I’ve just been doing a little pre-planning for a Christmas trip to southern Spain. Assuming a mid-week departure in mid-December, at a reasonable hour of the day (after 10am/ before 5pm) I’ve come up with the following 4 options, all ending at Valencia.

Each final price includes the cost of a one-way ticket for 2 adults in a 6.5m long, 2.9m high van and fuel for the journey, based on a figure of 12p per kilometre travelled. I have included the cost of an ACSI or municipal campsite, at a round figure of £15 per night, approximately every 200 km.
We could use aires but generally prefer a hook up in winter and reliable water supplies. We aren't keen on travelling long distances per day.

The Santander crossing includes an outside cabin for 2 but no cabin on the Caen crossing as it is a daytime crossing and we will use the free reclining seat.

I’ve not included anything for meals as we eat wherever we are anyway, or for wear and tear etc on the van. We use non-toll routes if possible so I have not added tolls but might do that later.

Eurotunnel: £410 ( Paris-Orleans-Montpelier-Barcelona-Valencia)

Portsmouth to Santander: £435 (Longrono-Zaragoza-Teruel-Valencia)

Portsmouth to Caen: £428 (Le Mans- Tours-Poitiers- Bordeaux-Zaragoza-Teruel-
Valencia)

Dover to Calais ferry: £363 ( as Eurotunnel) 

It surprises me a little as I've not plotted so much before ! I've not included a return trip as we tend to book a route and crossing based on where we are and whether we are ready to come home.

G


----------



## inkey-2008 (May 24, 2008)

Your Dover sea crossing seems a bit high we pay between £35/£50.
We have an 8m van.

You wont find to many sites open that time of the year in France We just use aires while in France. 

Andy


----------



## Grizzly (May 9, 2005)

inkey-2008 said:


> Your Dover sea crossing seems a bit high we pay between £35/£50.


The Dover to Calais ferry I looked at was a 1650 crossing on P&O, Tuesday 12th December and cost £44 on Saver Fare rates.
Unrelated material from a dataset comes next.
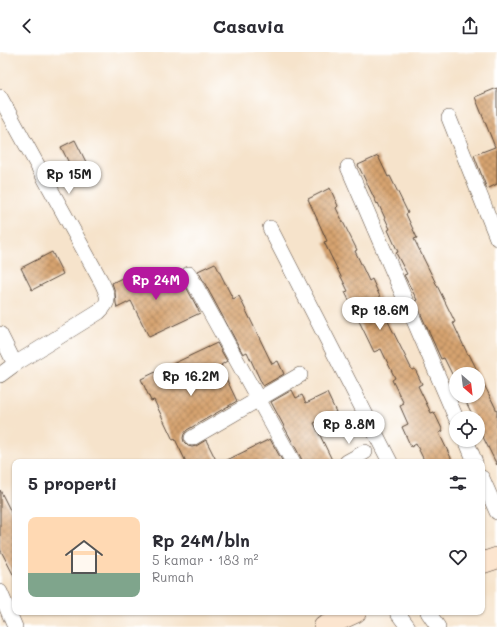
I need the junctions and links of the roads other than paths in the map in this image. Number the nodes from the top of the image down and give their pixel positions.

In practise I doubt DFDS or others would be cheaper.

We have a set of open-all-year campsites we use - largely ACSI - so have no worries there.

If only someone would guarantee a calm crossing on the Pont Aven then we'd book that like a shot but we have had everything from the crossing from Hell in August ( even the captain was sick) to gorgeous flat calm with sunshine (January) Last time I decided I'd rather walk than do it again.

G


----------



## metblue (Oct 9, 2006)

*spain*

Hi ,just checked Eurotunnel for our crossing 4th Dec out return 6th Feb
£168 (btw if you wish to return earlier a phone to change ours in July only cost £10 !!)
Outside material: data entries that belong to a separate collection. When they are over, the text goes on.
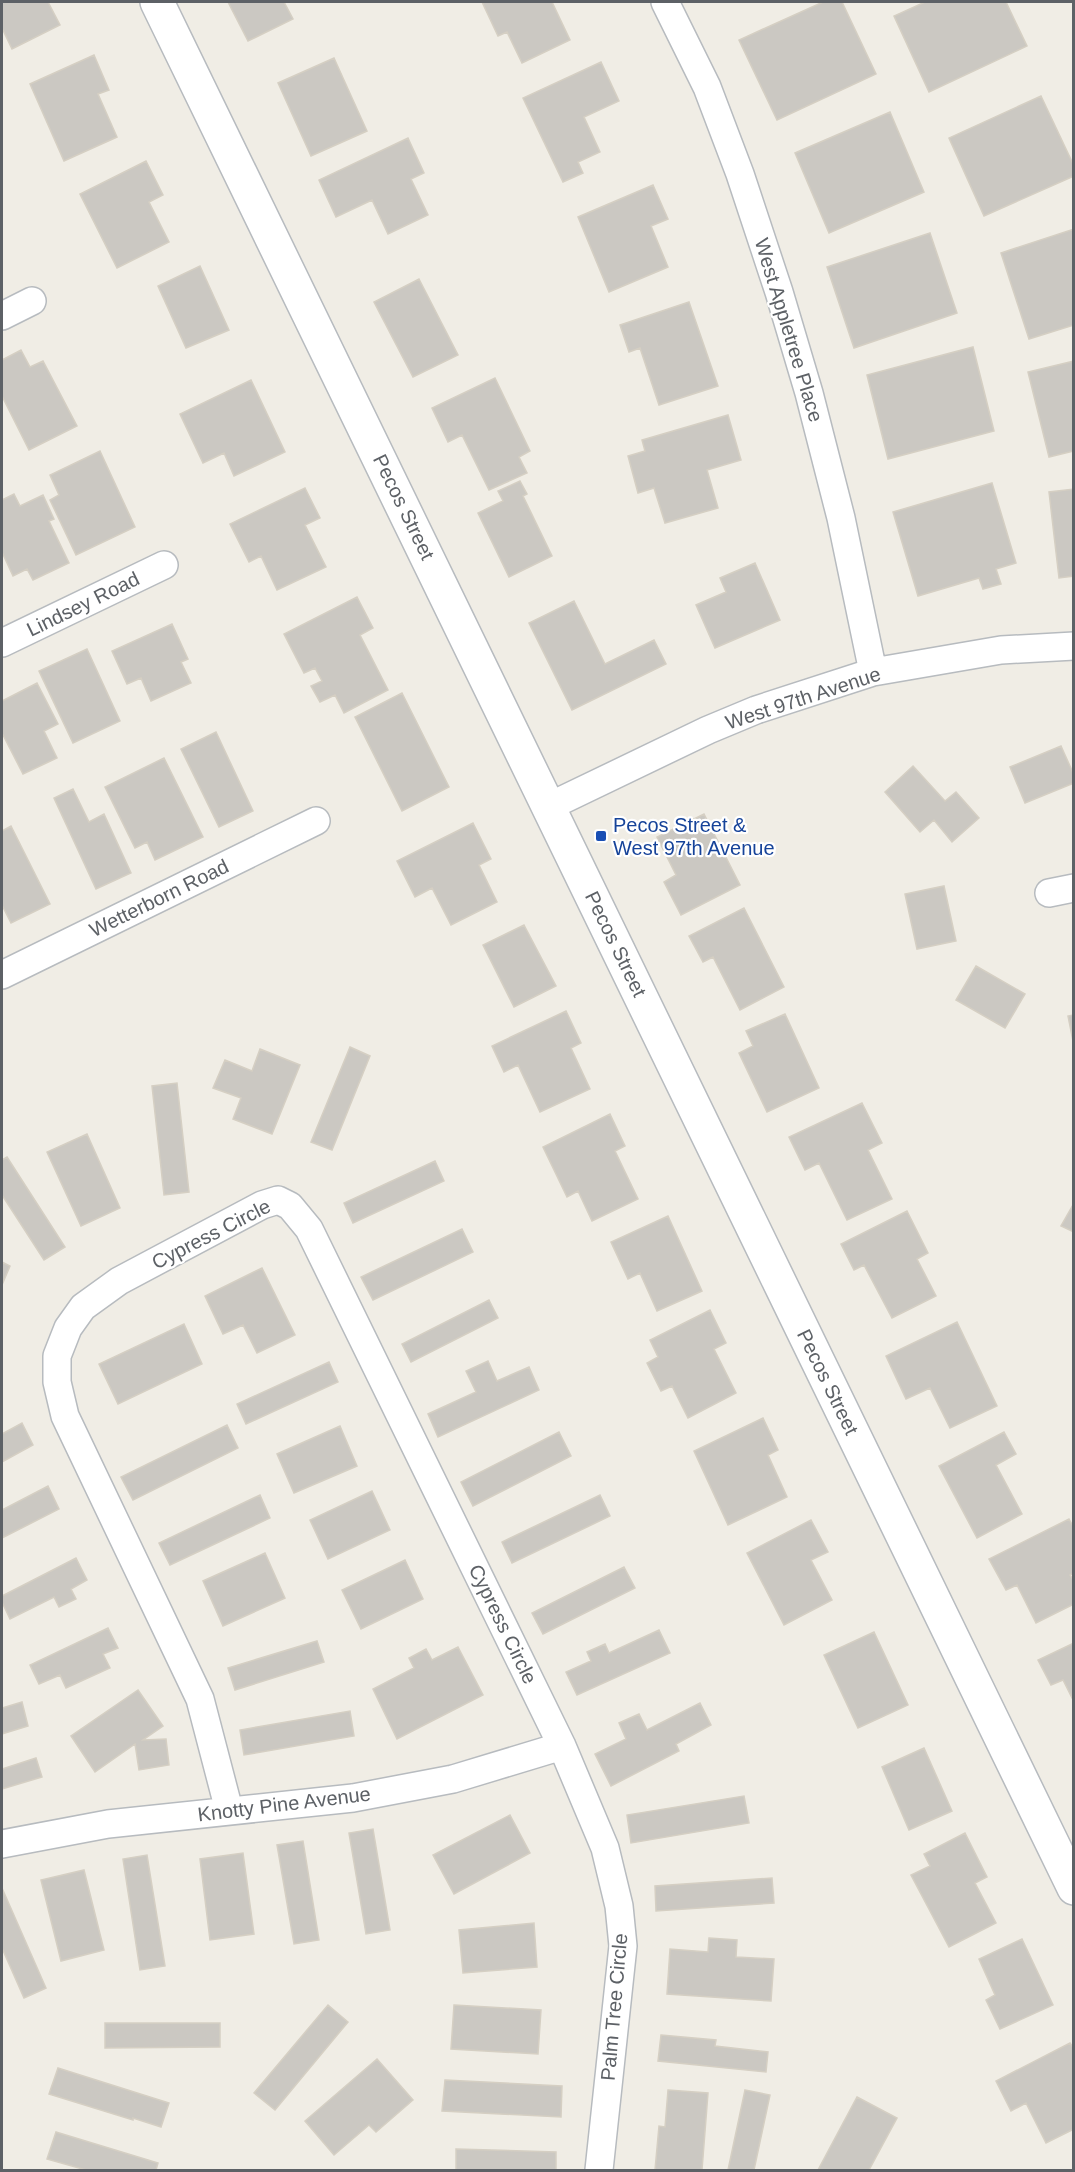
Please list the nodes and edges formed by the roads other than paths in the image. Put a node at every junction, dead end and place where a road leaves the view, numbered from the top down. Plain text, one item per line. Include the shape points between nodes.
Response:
1 (158, 2) edge
2 (665, 2) edge
3 (32, 301) dead end
4 (2, 316) edge
5 (164, 565) dead end
6 (2, 643) edge
7 (1074, 645) edge
8 (873, 672) junction
9 (550, 807) junction
10 (316, 821) dead end
11 (2, 975) edge
12 (562, 1746) junction
13 (229, 1810) junction
14 (2, 1844) edge
15 (1074, 1888) edge
16 (599, 2170) edge

1 - 9 street, Pecos Street
2 - 8 street, West Appletree Place via 711,98 779,292 841,518
3 - 4 street
5 - 6 street, Lindsey Road
7 - 8 street, West 97th Avenue via 1001,650
8 - 9 street, West 97th Avenue via 708,730
9 - 15 street, Pecos Street
10 - 11 street, Wetterborn Road
12 - 13 street, Knotty Pine Avenue via 453,1779 353,1798
12 - 13 street, Cypress Circle via 309,1229 290,1206 278,1200 262,1204 119,1281 83,1306 68,1328 57,1356 57,1382 65,1416 200,1699
12 - 16 street, Palm Tree Circle via 605,1848 619,1906 623,1946
13 - 14 street, Knotty Pine Avenue via 108,1824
Calais Salou via Clermont Ferrand and Millau bridge

862 miles at 28 mpg (@ £5.25 lire) = £161.62 x 2 =£323.25
Eurotunnel £168.00
3 nights sites @£15 per night £ 45.00

Total £ 536.25

We went this way, then returned via Toulouse, Carcasson (campsite)and Aubigny sur Nere (aire free!) so our costs were a bit less !!
As you are going south go via Bordeaux, northern Spain past Madrid, great run with lots of places aires or campsites we did it last year to NNerja and had a fab trip.

Whatever way you decide to go,enjoy yourselves !


----------



## Grizzly (May 9, 2005)

*Re: spain*



metblue said:


> Hi ,just checked Eurotunnel for our crossing 4th Dec out return 6th Feb
> 
> D


I assume this is a return ? I looked at a single at £91 (12th December, 16.20 pm) I don't usually book a return in case we decide to come home some other way. I can't use Tesco vouchers for one-way but we'll use them up for shorter trips anyway.

We've done the journey many times now on all the different crossings but I've never done any costings before, just booked the one we want to use. I've always assumed that Calais=cheap, Santander=most expensive. It surprises me - pleasantly !- that there is so little real difference between them all.

It does look like the Pont-Aven but might have to add a private prescription for knock-out drops to the cost.

G


----------